If you'd rather hand this off to a team that does it every day, that's exactly what we do. We currently support more than 120 law firms with IOLTA trust accounting services, including monthly reconciliations, client ledger management, and reports that meet OLPR standards. We can also provide an example reconciliation report so you can see what compliant reporting looks like before we work together.

Schedule a consultation to learn more, or reach out with a law firm email address to request a sample report package.

Resources and Official References

The following resources are the primary sources referenced throughout this guide. They provide authoritative rule text, procedural guidance, and practical tools for setting up and managing a compliant Minnesota IOLTA account.

Frequently Asked Questions

How often do Minnesota attorneys need to reconcile their IOLTA accounts?

Minnesota requires trust account reconciliation at the end of each banking month. This is a three-way reconciliation that compares your adjusted bank statement balance, your check register or cash journal balance, and the total of all client subsidiary ledger balances. All three figures must match. The OLPR's Appendix 1 to the MRPC sets out this requirement, and failure to reconcile monthly is one of the most commonly cited violations in Minnesota discipline cases.
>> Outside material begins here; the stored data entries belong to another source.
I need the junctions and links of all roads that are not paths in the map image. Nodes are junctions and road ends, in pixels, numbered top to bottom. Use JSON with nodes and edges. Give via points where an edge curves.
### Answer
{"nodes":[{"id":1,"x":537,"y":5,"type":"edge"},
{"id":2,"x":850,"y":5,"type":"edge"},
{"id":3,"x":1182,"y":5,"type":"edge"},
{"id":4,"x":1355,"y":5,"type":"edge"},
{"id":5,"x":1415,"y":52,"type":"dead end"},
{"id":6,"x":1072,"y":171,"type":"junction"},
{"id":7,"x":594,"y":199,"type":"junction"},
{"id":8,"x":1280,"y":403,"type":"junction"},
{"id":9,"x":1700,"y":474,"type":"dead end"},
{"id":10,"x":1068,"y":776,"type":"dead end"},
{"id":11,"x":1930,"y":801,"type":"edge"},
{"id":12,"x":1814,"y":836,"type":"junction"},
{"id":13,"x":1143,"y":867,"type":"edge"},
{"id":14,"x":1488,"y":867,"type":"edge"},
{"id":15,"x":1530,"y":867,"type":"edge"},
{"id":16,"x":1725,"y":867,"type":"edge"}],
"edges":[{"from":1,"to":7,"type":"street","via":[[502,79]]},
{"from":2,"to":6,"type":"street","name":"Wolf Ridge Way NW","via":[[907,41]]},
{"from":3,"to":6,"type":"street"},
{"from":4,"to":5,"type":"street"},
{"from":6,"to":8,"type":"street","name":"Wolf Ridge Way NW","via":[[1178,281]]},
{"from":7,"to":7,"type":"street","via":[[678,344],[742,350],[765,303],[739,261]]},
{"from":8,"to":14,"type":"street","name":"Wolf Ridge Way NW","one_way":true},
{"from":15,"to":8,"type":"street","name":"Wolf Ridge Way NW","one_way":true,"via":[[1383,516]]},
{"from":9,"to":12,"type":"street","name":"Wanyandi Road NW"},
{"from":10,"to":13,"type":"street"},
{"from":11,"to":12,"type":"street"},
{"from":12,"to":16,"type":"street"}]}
What happens if my Minnesota IOLTA account goes into overdraft?

Minnesota banks participating in the IOLTA program are required to notify the OLPR when a trust account is overdrawn. The OLPR will contact you and typically request your reconciliation records, client ledgers, and bank statements. If you have complete documentation and the overdraft was a correctable error, the matter often closes without formal discipline. If records are missing or the overdraft reflects a deeper problem, the OLPR may open a disciplinary investigation. Contact the OLPR at 651-296-3952 proactively if you discover an overdraft before the bank reports it.

How much of my own money can I keep in a Minnesota IOLTA account?

You may keep a nominal amount of firm funds in your trust account to cover bank charges, such as fees from a bounced client check. The OLPR interprets "nominal" as $50 to $100 for accounts with light activity, and up to $200 to $300 for accounts with significant monthly transaction volume. Keeping more than this constitutes commingling, which is a violation of Rule 1.15. Never use excess firm funds as a cushion or backup reserve.

Do I need a separate IOLTA account for each client in Minnesota?

No. Most Minnesota attorneys use a single pooled IOLTA account for all clients whose funds are nominal or short-term. You track each client's balance separately through individual subsidiary ledgers, but all of those funds sit in one account. You only need a separate, client-specific interest-bearing trust account if a client's funds are large enough or held long enough that they could earn net interest for that client. The administrative complexity of that setup is high, which is why it's rarely used.

Who can sign checks on a Minnesota IOLTA trust account?

At least one licensed attorney must sign every check drawn on a Minnesota IOLTA account, regardless of the check amount. If your firm uses a dual-signature requirement for internal control purposes, a non-attorney (such as a CPA or office manager) may serve as the second signatory. However, the attorney signature is always required. Allowing a non-attorney to be the sole signatory on trust account checks is a Rule 1.15 violation.